● Your task: Exact transcription, pictures omitted: reproduce the listing below.

● Supplied records:
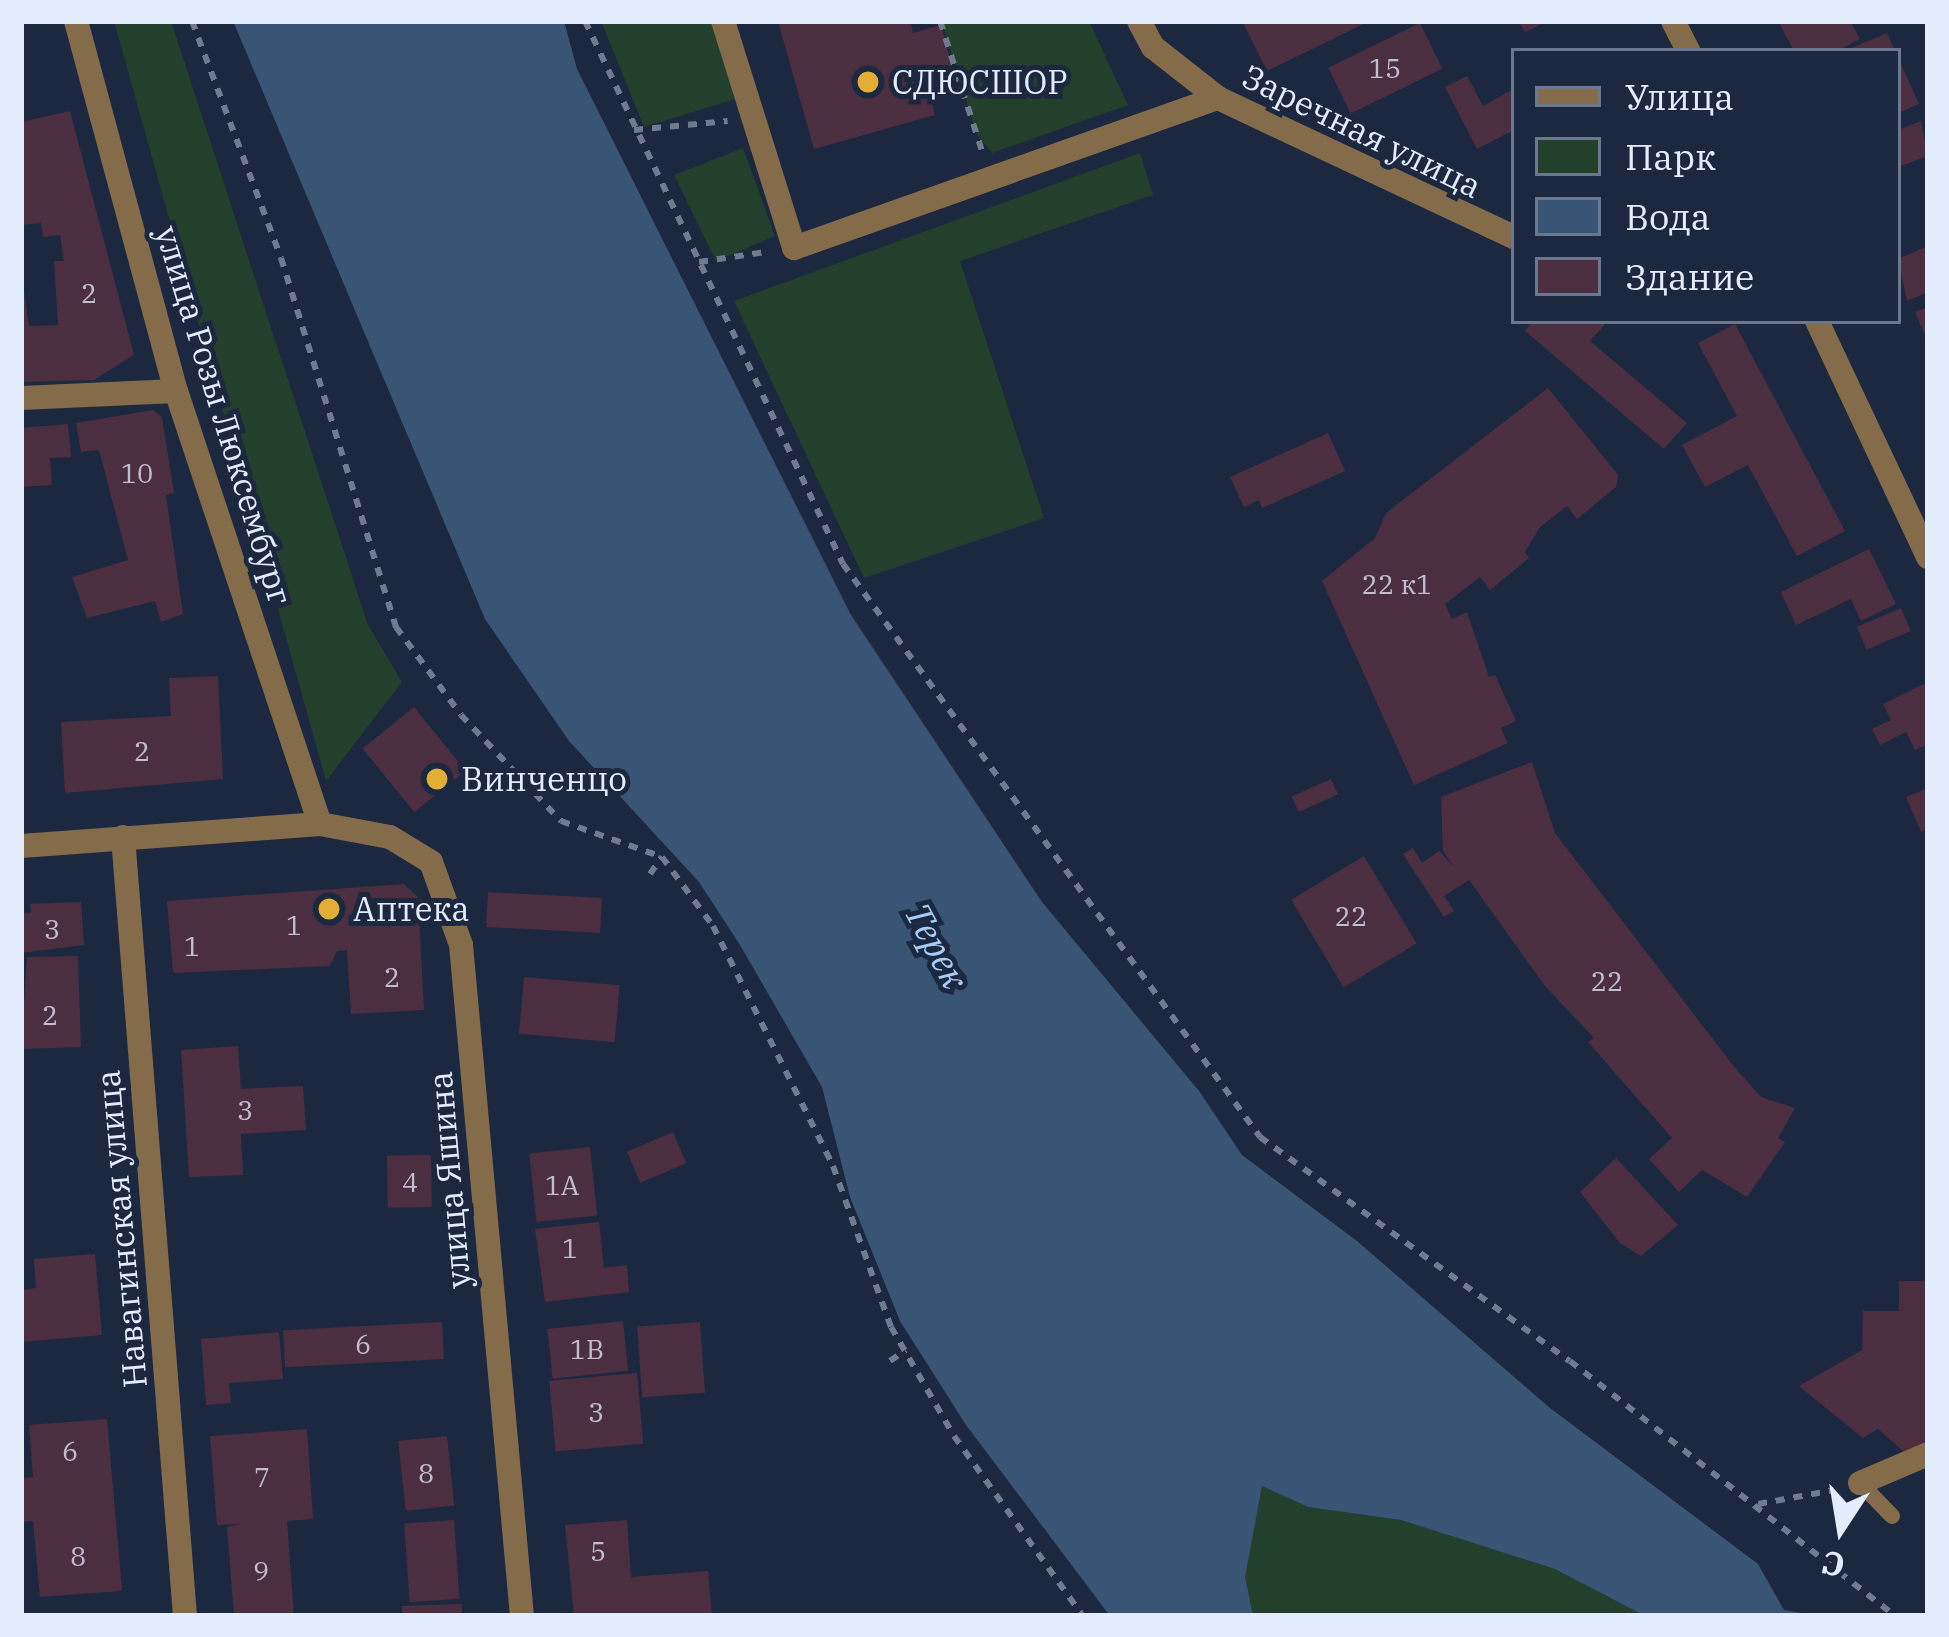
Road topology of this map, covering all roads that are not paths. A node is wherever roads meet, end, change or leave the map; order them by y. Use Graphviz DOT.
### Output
graph roads {
  1 [pos="76,21"];
  2 [pos="723,21"];
  3 [pos="1139,21"];
  4 [pos="1673,21"];
  5 [pos="1686,48"];
  6 [pos="1218,98"];
  7 [pos="1511,237"];
  8 [pos="1818,324"];
  9 [pos="176,391"];
  10 [pos="21,398"];
  11 [pos="1928,557"];
  12 [pos="320,824"];
  13 [pos="123,837"];
  14 [pos="21,845"];
  15 [pos="1928,1454"];
  16 [pos="1860,1483"];
  17 [pos="1892,1516"];
  18 [pos="185,1616"];
  19 [pos="522,1616"];
  1 -- 9 [label="street, улица Розы Люксембург"];
  2 -- 6 [label="street"];
  3 -- 6 [label="street, Заречная улица"];
  4 -- 5 [label="street"];
  6 -- 7 [label="street, Заречная улица"];
  8 -- 11 [label="street"];
  9 -- 10 [label="street"];
  9 -- 12 [label="street, улица Розы Люксембург"];
  12 -- 13 [label="street, улица Яшина"];
  12 -- 19 [label="street, улица Яшина"];
  13 -- 14 [label="street, улица Яшина"];
  13 -- 18 [label="street, Навагинская улица"];
  15 -- 16 [label="street"];
  16 -- 17 [label="lane"];
}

● Response to the exercise:
Road topology of this map, covering all roads that are not paths. A node is wherever roads meet, end, change or leave the map; order them by y. Use Graphviz DOT.
### Output
graph roads {
  1 [pos="76,21"];
  2 [pos="723,21"];
  3 [pos="1139,21"];
  4 [pos="1673,21"];
  5 [pos="1686,48"];
  6 [pos="1218,98"];
  7 [pos="1511,237"];
  8 [pos="1818,324"];
  9 [pos="176,391"];
  10 [pos="21,398"];
  11 [pos="1928,557"];
  12 [pos="320,824"];
  13 [pos="123,837"];
  14 [pos="21,845"];
  15 [pos="1928,1454"];
  16 [pos="1860,1483"];
  17 [pos="1892,1516"];
  18 [pos="185,1616"];
  19 [pos="522,1616"];
  1 -- 9 [label="street, улица Розы Люксембург"];
  2 -- 6 [label="street"];
  3 -- 6 [label="street, Заречная улица"];
  4 -- 5 [label="street"];
  6 -- 7 [label="street, Заречная улица"];
  8 -- 11 [label="street"];
  9 -- 10 [label="street"];
  9 -- 12 [label="street, улица Розы Люксембург"];
  12 -- 13 [label="street, улица Яшина"];
  12 -- 19 [label="street, улица Яшина"];
  13 -- 14 [label="street, улица Яшина"];
  13 -- 18 [label="street, Навагинская улица"];
  15 -- 16 [label="street"];
  16 -- 17 [label="lane"];
}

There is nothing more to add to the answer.